[Stored data entries]
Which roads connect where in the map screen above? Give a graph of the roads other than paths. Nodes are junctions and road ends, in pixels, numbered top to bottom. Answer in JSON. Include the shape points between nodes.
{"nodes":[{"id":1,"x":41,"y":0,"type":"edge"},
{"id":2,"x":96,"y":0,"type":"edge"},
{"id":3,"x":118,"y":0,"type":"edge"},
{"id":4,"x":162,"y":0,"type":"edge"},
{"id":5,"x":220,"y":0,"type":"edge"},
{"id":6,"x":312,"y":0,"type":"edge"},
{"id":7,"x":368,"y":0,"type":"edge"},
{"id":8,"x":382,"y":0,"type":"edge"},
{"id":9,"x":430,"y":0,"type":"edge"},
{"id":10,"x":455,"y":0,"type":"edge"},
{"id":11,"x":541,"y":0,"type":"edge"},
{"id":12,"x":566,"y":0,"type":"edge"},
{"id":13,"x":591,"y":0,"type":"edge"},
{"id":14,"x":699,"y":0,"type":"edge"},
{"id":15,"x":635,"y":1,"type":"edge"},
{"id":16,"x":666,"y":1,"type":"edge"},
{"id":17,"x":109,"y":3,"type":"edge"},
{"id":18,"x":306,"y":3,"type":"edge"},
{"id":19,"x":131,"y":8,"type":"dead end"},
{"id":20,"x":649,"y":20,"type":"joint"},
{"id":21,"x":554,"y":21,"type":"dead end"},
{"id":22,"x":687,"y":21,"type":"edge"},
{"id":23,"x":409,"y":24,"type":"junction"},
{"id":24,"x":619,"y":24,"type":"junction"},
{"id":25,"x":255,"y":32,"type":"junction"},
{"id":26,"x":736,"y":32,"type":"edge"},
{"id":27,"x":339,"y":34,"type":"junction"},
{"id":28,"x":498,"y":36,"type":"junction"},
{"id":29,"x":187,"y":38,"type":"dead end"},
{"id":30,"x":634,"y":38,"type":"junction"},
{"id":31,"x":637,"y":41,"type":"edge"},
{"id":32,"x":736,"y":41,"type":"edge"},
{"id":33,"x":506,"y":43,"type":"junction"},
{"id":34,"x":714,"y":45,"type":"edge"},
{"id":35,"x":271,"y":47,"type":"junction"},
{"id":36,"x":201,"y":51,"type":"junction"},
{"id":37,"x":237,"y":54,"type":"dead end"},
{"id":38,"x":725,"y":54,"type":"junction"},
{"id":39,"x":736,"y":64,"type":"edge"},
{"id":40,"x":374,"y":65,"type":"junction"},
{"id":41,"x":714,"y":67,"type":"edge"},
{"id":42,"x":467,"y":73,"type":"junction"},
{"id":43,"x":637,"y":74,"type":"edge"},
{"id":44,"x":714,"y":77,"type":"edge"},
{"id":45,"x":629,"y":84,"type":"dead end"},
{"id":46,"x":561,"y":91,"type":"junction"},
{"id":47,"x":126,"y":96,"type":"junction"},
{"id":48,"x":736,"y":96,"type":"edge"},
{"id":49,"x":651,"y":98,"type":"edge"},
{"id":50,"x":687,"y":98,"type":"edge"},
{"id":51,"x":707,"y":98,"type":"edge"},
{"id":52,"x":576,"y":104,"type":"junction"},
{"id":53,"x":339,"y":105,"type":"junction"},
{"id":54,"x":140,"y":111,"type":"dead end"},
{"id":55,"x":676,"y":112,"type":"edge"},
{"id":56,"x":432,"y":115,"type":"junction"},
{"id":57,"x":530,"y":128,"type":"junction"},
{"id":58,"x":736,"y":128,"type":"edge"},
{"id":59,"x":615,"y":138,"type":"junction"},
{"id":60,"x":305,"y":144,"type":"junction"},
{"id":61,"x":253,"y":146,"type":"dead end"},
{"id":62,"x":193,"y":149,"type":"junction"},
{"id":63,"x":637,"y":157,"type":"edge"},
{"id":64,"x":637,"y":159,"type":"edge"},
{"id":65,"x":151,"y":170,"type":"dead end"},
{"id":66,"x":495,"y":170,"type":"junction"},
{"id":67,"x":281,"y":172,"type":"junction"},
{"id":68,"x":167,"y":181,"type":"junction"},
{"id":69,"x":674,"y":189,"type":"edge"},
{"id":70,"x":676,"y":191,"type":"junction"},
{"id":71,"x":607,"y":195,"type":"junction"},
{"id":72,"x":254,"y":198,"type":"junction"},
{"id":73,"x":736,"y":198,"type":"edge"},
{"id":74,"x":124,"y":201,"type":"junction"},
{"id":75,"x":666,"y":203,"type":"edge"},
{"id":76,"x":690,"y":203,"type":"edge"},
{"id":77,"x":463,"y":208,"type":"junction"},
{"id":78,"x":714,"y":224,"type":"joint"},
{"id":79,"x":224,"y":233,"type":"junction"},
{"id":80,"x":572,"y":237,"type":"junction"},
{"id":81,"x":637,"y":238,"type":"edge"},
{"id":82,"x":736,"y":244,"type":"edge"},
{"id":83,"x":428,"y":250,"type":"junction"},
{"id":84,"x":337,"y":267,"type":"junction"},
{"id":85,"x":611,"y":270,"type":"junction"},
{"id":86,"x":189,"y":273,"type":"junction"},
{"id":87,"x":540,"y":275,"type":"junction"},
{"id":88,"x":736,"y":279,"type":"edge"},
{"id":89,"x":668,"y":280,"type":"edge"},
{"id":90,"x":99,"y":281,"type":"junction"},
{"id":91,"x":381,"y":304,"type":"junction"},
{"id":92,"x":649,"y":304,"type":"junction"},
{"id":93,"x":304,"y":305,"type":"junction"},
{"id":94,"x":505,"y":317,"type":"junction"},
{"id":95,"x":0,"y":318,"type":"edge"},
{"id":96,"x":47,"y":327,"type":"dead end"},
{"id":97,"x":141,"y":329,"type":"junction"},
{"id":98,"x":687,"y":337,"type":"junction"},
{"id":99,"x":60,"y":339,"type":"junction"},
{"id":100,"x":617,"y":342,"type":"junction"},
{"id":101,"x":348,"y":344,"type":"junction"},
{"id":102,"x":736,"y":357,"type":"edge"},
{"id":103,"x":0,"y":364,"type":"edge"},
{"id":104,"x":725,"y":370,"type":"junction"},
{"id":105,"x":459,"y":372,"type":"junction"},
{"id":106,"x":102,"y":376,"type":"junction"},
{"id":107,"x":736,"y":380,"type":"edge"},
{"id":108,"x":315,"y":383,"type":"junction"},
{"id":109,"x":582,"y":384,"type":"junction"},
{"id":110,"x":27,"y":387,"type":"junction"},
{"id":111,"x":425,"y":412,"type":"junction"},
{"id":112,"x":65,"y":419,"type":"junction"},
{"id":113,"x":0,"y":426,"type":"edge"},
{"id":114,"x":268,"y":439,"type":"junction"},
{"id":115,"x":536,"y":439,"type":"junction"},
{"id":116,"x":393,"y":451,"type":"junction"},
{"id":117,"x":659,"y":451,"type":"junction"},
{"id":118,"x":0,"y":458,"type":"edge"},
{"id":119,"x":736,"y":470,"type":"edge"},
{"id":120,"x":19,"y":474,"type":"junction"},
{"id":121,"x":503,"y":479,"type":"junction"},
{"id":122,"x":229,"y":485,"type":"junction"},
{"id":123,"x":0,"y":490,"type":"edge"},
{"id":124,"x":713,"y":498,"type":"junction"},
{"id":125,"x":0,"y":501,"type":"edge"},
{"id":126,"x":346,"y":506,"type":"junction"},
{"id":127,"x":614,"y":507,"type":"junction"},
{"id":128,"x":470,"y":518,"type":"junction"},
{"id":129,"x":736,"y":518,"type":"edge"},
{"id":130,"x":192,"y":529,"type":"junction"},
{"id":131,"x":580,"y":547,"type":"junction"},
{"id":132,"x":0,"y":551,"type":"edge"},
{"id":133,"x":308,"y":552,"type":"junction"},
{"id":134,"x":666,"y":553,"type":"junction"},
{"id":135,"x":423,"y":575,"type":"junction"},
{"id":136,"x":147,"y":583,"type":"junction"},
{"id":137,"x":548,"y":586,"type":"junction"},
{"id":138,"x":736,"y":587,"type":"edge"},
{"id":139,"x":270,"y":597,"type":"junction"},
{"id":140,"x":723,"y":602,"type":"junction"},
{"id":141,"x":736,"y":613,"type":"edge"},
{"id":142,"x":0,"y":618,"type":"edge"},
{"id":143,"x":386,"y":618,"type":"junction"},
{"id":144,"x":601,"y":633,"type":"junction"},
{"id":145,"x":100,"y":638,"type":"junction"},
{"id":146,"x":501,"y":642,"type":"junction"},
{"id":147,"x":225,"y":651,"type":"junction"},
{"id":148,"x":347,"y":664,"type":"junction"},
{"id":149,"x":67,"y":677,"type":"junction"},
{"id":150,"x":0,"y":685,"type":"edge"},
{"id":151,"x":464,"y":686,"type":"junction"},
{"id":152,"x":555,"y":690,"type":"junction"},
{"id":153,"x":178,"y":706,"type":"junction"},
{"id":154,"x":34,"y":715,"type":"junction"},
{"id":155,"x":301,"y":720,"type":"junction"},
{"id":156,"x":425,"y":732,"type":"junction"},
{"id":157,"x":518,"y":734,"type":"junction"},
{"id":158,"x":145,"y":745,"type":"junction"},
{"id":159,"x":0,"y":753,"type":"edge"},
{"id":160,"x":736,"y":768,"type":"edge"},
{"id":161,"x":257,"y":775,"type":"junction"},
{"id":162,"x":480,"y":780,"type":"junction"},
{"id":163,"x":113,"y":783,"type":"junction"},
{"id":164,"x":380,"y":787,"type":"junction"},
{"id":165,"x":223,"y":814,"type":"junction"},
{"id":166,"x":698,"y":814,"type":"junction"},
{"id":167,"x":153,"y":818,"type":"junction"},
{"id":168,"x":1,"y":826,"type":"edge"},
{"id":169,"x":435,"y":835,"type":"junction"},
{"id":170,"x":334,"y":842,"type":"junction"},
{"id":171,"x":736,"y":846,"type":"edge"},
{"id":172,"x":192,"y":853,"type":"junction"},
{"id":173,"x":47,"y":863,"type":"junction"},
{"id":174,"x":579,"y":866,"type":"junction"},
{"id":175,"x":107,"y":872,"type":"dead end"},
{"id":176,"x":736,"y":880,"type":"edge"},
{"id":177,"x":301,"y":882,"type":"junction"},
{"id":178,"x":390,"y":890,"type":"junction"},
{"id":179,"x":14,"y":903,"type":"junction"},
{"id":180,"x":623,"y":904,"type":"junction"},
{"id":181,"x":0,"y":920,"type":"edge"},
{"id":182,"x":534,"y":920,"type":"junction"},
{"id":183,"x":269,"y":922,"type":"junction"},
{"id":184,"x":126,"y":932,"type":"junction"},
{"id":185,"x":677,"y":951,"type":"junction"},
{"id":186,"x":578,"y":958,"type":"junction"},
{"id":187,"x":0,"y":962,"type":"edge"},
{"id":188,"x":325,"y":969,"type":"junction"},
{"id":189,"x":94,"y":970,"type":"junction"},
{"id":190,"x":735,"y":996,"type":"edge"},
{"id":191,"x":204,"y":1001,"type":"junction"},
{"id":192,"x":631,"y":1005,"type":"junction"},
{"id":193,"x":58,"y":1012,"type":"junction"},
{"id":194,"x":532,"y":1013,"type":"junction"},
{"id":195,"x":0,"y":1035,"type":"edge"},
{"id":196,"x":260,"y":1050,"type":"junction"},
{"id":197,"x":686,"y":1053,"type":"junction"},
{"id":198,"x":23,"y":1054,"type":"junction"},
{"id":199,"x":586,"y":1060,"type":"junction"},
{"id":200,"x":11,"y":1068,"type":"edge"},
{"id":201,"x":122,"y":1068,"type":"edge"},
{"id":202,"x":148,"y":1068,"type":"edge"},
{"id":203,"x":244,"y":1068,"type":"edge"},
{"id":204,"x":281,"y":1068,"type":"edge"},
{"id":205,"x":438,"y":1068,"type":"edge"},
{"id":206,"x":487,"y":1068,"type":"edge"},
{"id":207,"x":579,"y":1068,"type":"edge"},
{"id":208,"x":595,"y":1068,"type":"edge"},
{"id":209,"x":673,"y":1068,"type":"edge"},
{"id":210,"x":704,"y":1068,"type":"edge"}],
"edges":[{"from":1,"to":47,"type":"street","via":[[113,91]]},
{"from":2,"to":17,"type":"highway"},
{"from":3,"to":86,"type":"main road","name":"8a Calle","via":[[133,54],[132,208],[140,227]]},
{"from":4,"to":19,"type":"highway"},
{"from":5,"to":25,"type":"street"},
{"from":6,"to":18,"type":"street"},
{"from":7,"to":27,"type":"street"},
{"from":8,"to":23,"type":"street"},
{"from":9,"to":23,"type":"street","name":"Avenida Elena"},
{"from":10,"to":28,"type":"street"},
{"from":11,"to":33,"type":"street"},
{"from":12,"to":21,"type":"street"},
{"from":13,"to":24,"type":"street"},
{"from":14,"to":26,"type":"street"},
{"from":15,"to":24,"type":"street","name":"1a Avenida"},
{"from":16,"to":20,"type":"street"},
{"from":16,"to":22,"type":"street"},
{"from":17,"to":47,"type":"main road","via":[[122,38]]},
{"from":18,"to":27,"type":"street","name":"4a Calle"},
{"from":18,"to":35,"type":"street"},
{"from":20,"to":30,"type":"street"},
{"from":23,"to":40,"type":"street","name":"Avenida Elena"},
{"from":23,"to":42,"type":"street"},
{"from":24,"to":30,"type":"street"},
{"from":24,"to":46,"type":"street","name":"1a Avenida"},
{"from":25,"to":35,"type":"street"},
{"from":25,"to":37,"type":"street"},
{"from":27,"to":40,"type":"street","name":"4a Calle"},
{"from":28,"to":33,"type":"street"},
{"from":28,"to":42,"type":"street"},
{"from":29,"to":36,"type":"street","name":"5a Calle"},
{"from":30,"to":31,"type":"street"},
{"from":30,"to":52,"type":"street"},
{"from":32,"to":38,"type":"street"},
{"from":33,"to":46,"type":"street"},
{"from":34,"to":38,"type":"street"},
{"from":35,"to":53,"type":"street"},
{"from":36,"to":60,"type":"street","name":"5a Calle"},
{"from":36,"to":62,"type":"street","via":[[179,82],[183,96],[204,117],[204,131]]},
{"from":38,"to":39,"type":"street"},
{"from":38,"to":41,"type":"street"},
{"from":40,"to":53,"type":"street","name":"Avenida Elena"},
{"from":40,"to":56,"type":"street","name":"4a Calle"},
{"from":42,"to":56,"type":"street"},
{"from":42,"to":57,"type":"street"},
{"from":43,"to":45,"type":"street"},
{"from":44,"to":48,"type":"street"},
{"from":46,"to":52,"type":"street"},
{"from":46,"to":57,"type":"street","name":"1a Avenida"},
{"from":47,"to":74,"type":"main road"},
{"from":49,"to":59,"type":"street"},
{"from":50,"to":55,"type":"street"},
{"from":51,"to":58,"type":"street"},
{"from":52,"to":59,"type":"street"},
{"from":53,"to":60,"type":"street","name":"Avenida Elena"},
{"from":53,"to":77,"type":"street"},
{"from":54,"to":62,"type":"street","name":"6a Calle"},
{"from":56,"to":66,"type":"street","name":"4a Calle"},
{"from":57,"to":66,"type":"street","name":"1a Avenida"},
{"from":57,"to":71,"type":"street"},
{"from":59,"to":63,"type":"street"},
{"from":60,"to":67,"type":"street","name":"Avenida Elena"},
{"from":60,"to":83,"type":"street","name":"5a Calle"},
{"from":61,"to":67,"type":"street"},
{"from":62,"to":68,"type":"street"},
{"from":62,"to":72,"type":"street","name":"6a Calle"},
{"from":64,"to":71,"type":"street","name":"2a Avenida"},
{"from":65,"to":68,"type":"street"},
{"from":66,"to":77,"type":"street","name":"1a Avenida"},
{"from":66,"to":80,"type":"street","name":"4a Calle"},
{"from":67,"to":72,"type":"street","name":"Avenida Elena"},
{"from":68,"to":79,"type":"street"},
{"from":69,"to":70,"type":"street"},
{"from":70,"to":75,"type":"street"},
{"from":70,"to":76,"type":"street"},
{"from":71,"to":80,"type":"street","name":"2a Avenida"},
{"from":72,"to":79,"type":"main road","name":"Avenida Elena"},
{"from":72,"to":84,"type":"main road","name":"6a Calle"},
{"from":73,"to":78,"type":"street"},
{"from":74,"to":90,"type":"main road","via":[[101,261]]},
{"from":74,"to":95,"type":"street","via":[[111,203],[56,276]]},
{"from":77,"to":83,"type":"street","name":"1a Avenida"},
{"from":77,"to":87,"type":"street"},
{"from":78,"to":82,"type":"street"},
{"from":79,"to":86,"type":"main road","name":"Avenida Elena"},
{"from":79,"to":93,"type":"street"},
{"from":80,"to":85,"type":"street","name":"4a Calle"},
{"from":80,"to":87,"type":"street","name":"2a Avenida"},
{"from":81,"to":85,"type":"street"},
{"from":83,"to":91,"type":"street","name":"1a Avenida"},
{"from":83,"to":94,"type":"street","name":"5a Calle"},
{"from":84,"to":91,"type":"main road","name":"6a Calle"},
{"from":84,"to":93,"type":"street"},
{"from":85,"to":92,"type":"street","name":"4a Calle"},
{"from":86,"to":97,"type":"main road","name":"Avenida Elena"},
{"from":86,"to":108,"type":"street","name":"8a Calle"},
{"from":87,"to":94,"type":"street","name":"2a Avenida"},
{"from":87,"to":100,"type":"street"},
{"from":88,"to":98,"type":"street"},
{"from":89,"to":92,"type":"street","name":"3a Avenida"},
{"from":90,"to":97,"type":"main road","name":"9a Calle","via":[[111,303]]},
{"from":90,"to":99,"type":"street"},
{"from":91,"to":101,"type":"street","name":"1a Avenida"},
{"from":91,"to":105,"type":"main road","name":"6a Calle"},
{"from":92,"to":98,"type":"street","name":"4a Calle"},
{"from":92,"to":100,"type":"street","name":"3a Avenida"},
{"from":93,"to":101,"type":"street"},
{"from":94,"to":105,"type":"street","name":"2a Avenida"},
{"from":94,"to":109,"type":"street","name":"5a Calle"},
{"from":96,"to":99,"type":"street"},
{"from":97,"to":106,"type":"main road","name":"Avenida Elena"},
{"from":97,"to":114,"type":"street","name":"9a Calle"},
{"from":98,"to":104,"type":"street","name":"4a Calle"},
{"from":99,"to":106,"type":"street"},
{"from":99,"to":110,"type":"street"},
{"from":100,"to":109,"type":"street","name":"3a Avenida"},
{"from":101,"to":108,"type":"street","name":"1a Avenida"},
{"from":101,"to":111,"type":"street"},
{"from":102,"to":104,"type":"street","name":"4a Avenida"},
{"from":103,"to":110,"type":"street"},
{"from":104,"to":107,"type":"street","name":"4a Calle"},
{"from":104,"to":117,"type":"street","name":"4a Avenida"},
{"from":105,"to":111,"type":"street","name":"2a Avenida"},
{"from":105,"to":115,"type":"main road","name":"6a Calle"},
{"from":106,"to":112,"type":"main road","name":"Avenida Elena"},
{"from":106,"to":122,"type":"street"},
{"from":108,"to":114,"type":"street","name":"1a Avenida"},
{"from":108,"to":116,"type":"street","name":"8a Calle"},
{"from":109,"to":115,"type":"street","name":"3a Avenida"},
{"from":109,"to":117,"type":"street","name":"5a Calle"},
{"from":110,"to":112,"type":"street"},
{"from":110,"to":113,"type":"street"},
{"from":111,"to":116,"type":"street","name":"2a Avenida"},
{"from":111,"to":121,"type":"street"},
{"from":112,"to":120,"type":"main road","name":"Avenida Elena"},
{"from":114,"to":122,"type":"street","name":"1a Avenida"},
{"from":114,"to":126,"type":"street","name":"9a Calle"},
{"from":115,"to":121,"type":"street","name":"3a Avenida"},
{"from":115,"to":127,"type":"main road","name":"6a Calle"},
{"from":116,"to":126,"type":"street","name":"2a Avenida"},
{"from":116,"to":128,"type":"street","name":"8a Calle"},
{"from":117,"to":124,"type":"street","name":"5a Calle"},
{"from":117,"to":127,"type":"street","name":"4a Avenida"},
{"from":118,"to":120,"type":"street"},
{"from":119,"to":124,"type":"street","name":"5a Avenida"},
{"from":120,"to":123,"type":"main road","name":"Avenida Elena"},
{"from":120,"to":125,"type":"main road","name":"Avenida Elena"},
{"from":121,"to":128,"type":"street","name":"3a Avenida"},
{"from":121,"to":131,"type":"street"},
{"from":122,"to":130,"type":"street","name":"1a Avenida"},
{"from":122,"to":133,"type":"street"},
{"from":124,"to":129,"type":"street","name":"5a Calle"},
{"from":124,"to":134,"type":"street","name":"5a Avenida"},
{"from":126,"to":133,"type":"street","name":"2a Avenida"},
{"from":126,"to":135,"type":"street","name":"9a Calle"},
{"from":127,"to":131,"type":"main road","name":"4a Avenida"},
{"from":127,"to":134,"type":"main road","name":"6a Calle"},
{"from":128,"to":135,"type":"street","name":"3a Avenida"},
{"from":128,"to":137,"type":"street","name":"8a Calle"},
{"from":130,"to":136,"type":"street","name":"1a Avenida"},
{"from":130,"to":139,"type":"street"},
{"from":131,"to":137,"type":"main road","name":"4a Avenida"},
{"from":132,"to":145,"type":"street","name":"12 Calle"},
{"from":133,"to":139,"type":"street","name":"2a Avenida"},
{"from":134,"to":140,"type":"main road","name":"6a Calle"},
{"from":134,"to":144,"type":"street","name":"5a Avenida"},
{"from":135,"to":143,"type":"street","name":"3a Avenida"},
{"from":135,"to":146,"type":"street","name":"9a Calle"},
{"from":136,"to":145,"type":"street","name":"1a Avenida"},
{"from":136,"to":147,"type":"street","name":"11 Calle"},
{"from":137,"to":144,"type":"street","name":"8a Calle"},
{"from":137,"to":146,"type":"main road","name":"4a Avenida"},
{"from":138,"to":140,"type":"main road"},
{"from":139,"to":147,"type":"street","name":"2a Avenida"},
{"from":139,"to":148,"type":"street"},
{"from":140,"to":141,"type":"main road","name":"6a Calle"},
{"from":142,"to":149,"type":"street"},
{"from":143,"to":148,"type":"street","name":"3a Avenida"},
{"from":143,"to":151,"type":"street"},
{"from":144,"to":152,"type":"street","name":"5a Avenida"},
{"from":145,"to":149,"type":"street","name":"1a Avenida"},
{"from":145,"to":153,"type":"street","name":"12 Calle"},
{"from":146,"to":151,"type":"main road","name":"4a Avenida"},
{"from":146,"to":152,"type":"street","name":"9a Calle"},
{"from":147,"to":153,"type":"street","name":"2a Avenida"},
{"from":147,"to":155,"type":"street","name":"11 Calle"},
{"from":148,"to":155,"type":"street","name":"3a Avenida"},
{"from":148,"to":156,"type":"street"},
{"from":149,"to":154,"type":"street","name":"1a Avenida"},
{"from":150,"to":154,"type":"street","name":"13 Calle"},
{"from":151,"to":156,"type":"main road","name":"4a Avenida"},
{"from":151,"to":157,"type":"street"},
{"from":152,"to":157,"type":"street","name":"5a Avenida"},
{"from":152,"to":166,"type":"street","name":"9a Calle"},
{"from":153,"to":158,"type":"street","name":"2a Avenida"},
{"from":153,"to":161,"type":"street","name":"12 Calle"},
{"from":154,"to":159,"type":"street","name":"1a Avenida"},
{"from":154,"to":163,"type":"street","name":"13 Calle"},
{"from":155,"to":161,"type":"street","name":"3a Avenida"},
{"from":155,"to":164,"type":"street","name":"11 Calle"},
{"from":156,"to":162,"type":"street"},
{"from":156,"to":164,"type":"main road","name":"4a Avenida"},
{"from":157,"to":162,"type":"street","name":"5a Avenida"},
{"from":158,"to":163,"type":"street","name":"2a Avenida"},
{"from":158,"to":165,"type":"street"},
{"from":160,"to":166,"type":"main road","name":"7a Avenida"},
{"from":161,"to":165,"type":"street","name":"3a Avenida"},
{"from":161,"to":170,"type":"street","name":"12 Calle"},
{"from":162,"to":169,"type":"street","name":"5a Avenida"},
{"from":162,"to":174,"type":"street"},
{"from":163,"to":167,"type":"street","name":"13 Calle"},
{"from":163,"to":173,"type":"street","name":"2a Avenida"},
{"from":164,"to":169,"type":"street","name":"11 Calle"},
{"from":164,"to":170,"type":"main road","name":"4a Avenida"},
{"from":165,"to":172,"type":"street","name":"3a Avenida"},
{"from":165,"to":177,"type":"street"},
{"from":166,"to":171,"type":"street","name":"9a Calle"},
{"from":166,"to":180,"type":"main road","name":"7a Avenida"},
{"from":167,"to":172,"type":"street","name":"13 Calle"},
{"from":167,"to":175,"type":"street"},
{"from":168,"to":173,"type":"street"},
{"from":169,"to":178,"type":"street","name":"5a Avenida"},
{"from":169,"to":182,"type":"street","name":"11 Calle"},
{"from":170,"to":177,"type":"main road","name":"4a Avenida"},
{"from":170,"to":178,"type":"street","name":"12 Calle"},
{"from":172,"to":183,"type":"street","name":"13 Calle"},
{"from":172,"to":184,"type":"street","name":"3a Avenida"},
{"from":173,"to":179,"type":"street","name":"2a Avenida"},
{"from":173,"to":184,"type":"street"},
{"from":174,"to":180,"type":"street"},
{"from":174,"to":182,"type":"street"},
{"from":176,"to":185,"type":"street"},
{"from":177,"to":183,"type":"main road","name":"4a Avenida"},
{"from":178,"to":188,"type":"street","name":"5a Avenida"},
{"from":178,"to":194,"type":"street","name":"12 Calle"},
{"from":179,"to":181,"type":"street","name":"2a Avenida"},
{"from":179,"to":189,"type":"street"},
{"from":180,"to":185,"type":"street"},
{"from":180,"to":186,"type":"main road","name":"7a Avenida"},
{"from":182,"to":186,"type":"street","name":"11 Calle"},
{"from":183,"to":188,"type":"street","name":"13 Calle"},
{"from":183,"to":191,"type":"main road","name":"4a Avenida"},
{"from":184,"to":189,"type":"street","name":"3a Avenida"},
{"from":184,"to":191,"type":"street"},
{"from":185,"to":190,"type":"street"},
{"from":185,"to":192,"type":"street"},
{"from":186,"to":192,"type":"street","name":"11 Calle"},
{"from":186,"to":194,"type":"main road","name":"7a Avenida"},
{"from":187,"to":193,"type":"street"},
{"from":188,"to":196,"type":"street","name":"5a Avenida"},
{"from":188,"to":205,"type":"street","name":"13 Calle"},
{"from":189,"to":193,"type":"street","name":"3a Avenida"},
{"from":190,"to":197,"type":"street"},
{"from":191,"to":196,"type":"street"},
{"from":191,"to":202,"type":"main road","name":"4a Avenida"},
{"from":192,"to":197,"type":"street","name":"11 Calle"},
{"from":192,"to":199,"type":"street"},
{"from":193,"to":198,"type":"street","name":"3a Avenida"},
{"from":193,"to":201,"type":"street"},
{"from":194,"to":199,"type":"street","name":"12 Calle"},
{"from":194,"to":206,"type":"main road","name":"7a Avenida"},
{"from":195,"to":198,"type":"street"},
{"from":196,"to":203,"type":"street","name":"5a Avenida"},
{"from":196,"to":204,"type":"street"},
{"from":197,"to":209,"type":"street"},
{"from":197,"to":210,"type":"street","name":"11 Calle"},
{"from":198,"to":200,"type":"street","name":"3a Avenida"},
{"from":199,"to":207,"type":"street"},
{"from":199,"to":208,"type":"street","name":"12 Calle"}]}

» **Task goal**
Go through the entries above and report each line with the string "joint" in it.

» **Task solution**
{"id":20,"x":649,"y":20,"type":"joint"},
{"id":78,"x":714,"y":224,"type":"joint"},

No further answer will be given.